COLOMBIA (Pulso) — La Corte Suprema de Justicia abrió indagación formal contra la representante Gloria Arizabaleta. Los cargos: concusión, prevaricato por acción, tráfico de influencias y revelación de secreto. La denuncia la presentó Alejandro Carranza, abogado del presidente Gustavo Petro.
Semana accedió a chats que reposan como prueba en ese expediente. Los mensajes muestran a Carranza enviando el 20 de febrero a Arizabaleta un borrador de auto inhibitorio —elaborado por el representante Alirio Uribe— para no investigar a Petro por financiación ilegal de campaña.
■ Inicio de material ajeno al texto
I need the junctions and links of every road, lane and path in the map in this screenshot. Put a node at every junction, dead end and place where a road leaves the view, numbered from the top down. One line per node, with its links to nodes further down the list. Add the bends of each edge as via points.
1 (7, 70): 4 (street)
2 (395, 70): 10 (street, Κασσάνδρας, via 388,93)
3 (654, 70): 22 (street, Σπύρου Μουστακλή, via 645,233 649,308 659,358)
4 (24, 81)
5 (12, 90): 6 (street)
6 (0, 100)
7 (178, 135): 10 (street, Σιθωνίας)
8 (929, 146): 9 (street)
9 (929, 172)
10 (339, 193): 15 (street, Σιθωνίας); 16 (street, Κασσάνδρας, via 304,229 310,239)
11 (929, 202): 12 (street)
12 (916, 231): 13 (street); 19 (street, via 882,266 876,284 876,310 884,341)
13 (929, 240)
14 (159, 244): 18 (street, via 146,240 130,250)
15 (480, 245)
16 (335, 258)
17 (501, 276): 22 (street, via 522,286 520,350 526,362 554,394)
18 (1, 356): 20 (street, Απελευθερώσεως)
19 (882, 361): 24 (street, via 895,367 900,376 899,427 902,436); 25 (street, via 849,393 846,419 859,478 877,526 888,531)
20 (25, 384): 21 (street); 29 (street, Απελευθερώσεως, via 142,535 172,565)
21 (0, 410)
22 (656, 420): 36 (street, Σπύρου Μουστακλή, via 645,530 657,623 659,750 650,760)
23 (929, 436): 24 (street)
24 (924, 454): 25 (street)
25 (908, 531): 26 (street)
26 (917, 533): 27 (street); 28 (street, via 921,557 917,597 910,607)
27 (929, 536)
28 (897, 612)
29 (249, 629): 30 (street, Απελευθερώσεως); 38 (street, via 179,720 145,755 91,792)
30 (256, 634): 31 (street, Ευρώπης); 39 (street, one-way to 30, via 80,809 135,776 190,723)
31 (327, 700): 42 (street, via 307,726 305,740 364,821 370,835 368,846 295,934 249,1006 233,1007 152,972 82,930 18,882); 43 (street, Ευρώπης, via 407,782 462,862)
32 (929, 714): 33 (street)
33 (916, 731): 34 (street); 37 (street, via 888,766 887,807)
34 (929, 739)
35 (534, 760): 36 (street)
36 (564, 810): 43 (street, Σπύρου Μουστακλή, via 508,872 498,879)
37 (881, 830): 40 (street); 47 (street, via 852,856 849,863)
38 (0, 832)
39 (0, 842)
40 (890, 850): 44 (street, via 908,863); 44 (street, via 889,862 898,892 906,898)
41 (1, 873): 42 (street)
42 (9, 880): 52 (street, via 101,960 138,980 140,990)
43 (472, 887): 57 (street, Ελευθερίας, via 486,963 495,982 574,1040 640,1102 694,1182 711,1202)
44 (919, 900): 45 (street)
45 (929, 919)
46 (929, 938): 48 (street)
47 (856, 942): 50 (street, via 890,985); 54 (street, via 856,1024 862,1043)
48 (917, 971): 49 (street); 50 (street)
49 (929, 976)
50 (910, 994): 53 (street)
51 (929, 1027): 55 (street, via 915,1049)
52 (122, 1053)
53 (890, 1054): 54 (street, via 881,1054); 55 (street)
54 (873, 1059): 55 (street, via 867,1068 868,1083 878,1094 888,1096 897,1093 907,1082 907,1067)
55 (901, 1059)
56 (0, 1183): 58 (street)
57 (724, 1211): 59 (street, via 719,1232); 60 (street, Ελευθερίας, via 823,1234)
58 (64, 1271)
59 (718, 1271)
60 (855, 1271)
El 8 de abril, según la revista, Carranza fue más lejos. Propuso a Arizabaleta compulsar copias contra el exfiscal Néstor Humberto Martínez ante la Fiscalía, en el marco del caso Odebrecht. La oferta fue directa: «¿Te la hago?», según el chat publicado. Arizabaleta nunca atendió la solicitud. No hubo compulsa.
El 4 de junio, después de que Arizabaleta salvó su voto y pidió investigar formalmente a Petro, Carranza le escribió: «¿Por qué nos cascas?». El 10 de junio, Arizabaleta ordenó la suspensión temporal del mandatario. La medida fracasó. La Procuraduría suspendió a Arizabaleta. Al día siguiente, Carranza anunció la denuncia penal contra ella.
El exfiscal Martínez reaccionó ante Semana: «Durante estos cuatro años estuve sometido a una persecución criminal. Denunciaré a Carranza penalmente y ante la Comisión de Disciplina Judicial», según el documento publicado.
Carranza negó irregularidades. Dijo a Semana que «no participó jamás en ninguna negociación» con Arizabaleta y que la denunció al detectar intentos de actos irregulares.
Lo que los chats describen es el funcionamiento del aparato estatal como herramienta de presión judicial. El abogado del primer mandatario propone redactar él mismo piezas procesales para dañar a un adversario del presidente. Eso no es defensa legal; es, según los propios mensajes, una tentativa de instrumentalizar a una funcionaria investigadora. Que Arizabaleta resistiera la presión y pidiera investigar a Petro revela que el sistema no es monolítico. Pero el intento existió, y la Corte Suprema ya lo examina.